Task details: From the line with "thumb cmc: (265, 309)" to the line with "thumb cmc: (877, 1032)", output every line below exactly, both ends included. Skip the pictures.

Bounding boxes with keypoints:
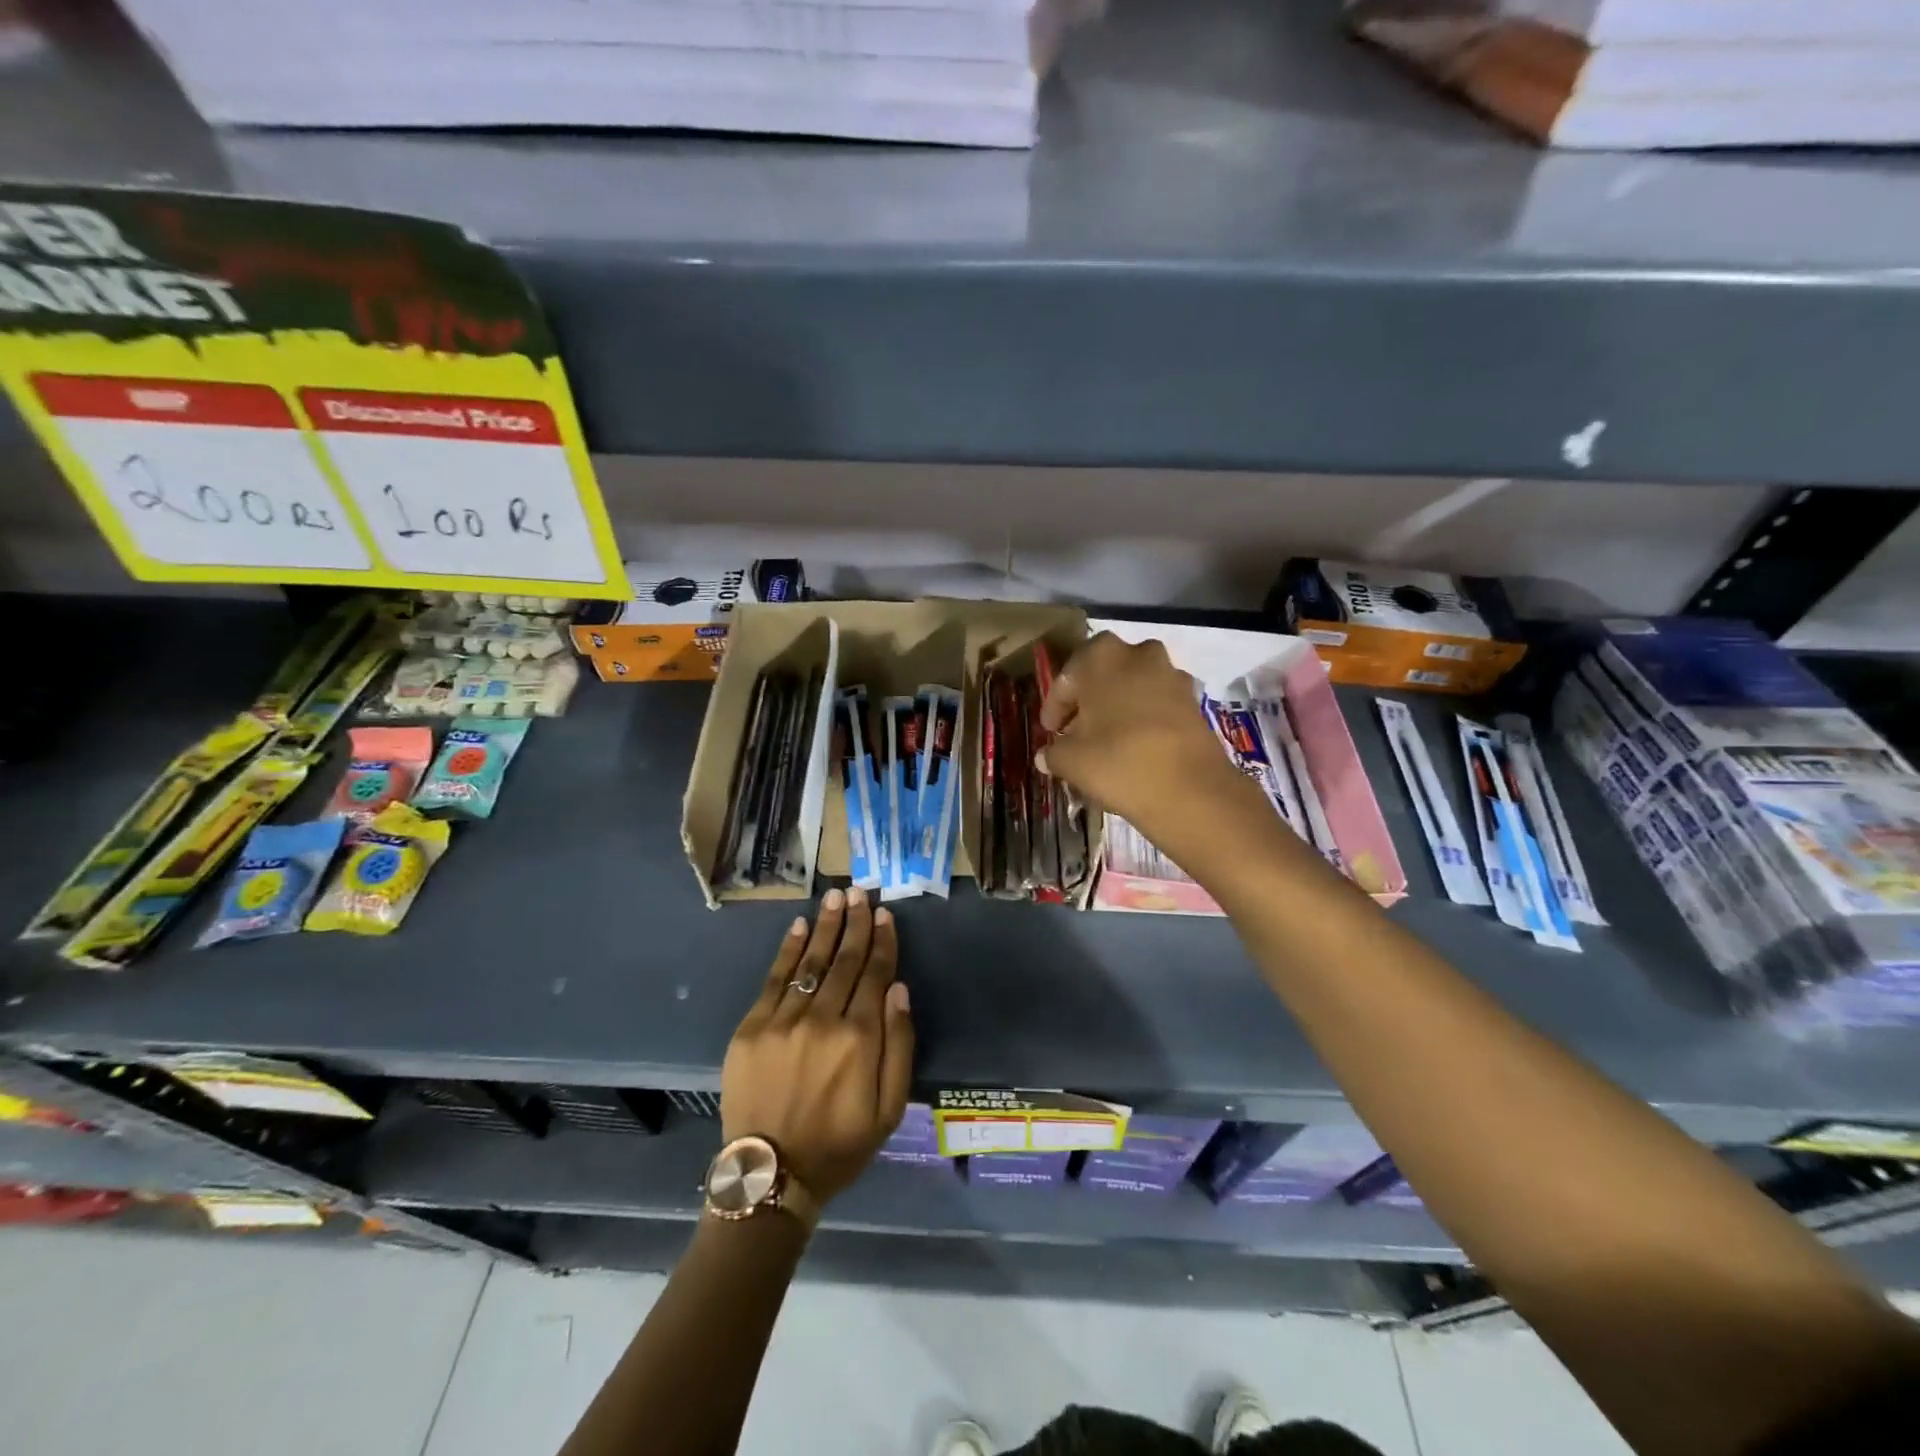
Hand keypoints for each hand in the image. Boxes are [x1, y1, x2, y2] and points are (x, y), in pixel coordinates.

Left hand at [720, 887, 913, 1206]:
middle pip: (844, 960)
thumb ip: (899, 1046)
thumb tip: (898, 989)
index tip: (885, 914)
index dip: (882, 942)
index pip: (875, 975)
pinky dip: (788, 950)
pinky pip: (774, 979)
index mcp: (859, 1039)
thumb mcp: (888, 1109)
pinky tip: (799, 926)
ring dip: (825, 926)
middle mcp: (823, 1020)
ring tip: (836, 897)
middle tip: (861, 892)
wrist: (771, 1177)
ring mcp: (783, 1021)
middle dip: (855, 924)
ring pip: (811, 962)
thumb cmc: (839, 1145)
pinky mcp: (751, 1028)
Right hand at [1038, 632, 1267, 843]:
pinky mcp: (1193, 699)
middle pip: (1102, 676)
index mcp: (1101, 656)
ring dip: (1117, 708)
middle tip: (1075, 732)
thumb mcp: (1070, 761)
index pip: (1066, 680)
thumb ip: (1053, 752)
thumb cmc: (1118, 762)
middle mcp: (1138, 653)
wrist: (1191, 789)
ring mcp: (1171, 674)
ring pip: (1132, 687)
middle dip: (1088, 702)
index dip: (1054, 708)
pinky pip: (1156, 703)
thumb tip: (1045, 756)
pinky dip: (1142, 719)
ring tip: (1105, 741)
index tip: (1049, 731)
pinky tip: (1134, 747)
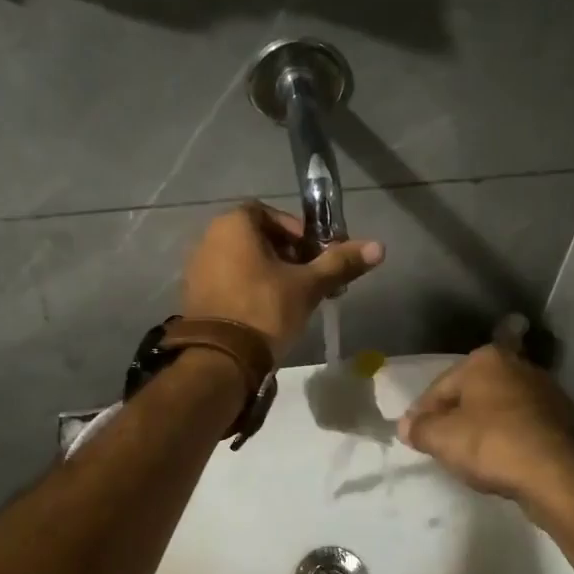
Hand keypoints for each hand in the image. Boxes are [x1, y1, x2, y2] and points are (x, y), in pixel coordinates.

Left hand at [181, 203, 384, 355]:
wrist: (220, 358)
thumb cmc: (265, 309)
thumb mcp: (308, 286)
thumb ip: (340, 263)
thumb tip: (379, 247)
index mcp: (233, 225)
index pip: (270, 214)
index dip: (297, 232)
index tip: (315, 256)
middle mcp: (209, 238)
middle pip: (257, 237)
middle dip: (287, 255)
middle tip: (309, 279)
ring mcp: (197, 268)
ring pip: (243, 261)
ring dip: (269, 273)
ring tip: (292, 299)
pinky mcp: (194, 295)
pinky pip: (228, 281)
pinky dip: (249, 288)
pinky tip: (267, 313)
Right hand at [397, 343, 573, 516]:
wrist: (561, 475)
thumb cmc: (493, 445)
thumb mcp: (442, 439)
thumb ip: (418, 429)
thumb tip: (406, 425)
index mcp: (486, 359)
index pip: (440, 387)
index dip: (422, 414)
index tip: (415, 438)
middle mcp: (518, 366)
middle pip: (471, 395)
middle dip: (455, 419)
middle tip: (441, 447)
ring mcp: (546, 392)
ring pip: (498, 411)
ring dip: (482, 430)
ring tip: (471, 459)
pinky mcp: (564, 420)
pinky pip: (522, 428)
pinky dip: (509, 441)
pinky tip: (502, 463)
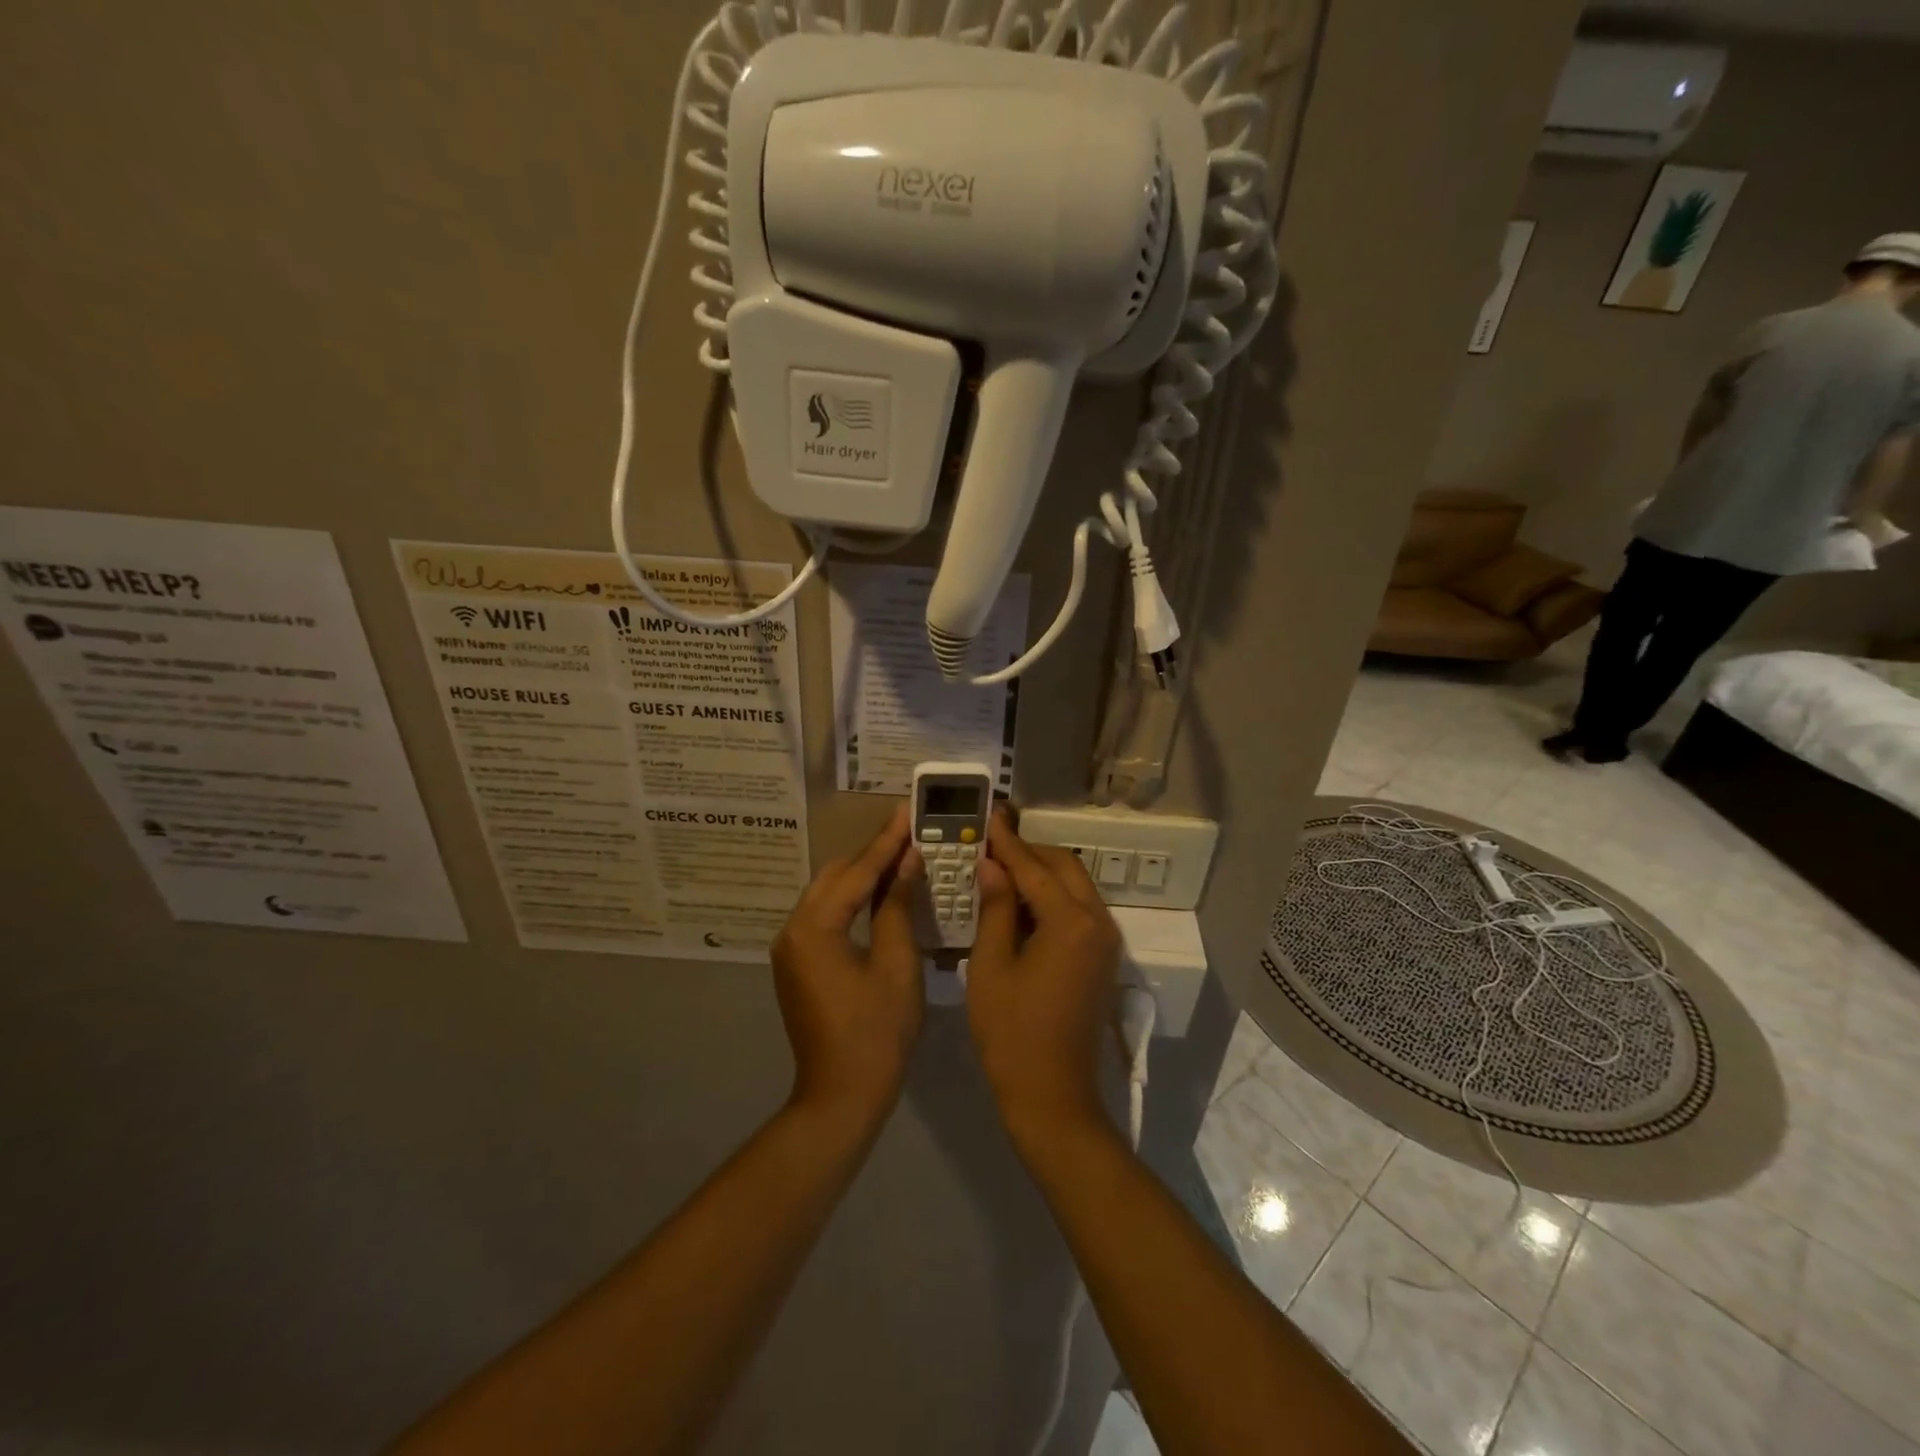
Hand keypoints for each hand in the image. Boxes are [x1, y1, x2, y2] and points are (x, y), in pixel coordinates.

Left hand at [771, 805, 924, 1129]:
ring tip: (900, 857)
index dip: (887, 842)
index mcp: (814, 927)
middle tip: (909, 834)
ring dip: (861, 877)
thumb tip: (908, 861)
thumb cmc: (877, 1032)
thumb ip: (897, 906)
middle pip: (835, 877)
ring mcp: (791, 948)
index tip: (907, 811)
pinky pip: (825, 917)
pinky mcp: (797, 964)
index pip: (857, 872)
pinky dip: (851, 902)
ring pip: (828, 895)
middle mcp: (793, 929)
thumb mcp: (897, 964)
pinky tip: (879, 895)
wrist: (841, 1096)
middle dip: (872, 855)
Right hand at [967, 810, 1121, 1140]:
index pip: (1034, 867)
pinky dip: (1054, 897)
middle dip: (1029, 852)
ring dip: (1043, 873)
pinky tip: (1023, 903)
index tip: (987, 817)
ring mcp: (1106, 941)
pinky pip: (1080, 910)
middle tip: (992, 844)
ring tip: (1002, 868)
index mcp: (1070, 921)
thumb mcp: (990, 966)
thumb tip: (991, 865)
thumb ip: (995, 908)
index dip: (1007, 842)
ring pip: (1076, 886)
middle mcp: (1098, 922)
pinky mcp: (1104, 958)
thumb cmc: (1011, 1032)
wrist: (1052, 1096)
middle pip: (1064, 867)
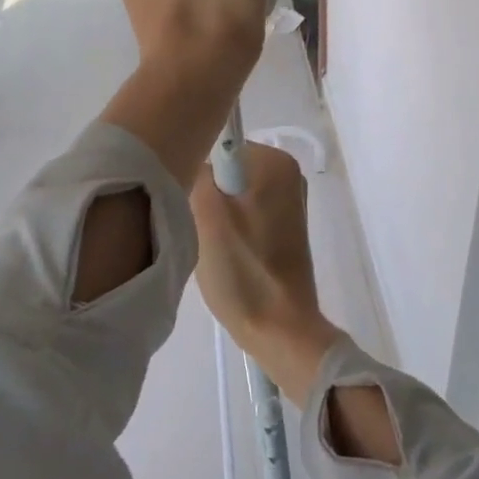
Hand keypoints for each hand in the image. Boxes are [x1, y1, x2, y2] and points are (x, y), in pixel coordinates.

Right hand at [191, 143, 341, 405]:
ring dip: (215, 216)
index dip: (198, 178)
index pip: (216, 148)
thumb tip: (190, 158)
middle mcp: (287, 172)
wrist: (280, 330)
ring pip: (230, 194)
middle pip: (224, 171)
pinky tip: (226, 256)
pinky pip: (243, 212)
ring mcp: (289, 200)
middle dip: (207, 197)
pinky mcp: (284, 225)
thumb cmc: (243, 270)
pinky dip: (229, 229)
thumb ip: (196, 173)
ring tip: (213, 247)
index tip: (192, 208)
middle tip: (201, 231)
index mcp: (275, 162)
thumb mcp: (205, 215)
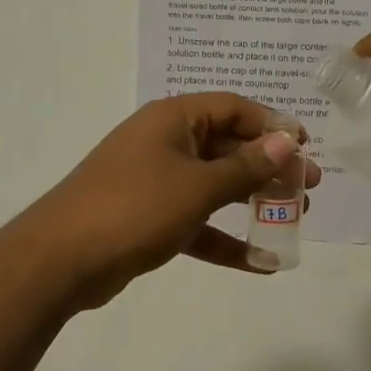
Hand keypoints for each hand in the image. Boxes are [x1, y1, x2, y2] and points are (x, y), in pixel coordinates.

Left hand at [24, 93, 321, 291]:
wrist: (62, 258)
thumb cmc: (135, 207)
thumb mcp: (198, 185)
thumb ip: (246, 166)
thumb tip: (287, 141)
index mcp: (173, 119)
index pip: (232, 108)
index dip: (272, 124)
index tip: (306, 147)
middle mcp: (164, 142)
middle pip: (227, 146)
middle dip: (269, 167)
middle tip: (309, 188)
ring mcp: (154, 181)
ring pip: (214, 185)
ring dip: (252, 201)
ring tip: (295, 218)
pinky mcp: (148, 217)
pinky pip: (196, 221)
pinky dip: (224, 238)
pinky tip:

Solution for this task:
thumb cmc: (265, 309)
thumb mcp: (308, 286)
thumb ip: (340, 263)
thumb tip: (379, 247)
index mcp: (233, 225)
index pip: (270, 214)
index dip: (297, 232)
index tip: (315, 256)
middle mcp: (209, 238)
middle pip: (257, 237)
middle dip: (287, 255)
middle tip: (309, 279)
ring mcp: (197, 268)
ring pip: (243, 261)
ring dip: (269, 273)
ring tip: (292, 299)
pinky mcp: (194, 295)
pinky pip: (228, 281)
pinky dip: (249, 288)
pinky tip: (267, 313)
Right hand at [397, 343, 573, 516]:
wrist: (561, 475)
thumb cmc: (493, 445)
thumb mcp: (442, 439)
thumb ip: (418, 429)
thumb tip: (406, 425)
index mcp: (486, 359)
index pip: (440, 387)
index dip: (422, 414)
index tip: (415, 438)
middle mcp: (518, 366)
middle pip: (471, 395)
middle dip: (455, 419)
middle tip: (441, 447)
ring mcp: (546, 392)
ring pip: (498, 411)
ring dip: (482, 430)
ring tip: (471, 459)
pinky mcp: (564, 420)
pinky pip: (522, 428)
pinky dip: (509, 441)
pinky tip: (502, 463)
Hand keypoints for each hand in the image. Boxes are [x1, y1, x2, y2] and points are (x, y), in pixel coordinates.

Left hand at [771, 805, 924, 1129]:
ring tip: (900, 857)
index dip: (887, 842)
index mcp: (814, 927)
middle tip: (909, 834)
ring dip: (861, 877)
thumb tip: (908, 861)
thumb cmc: (877, 1032)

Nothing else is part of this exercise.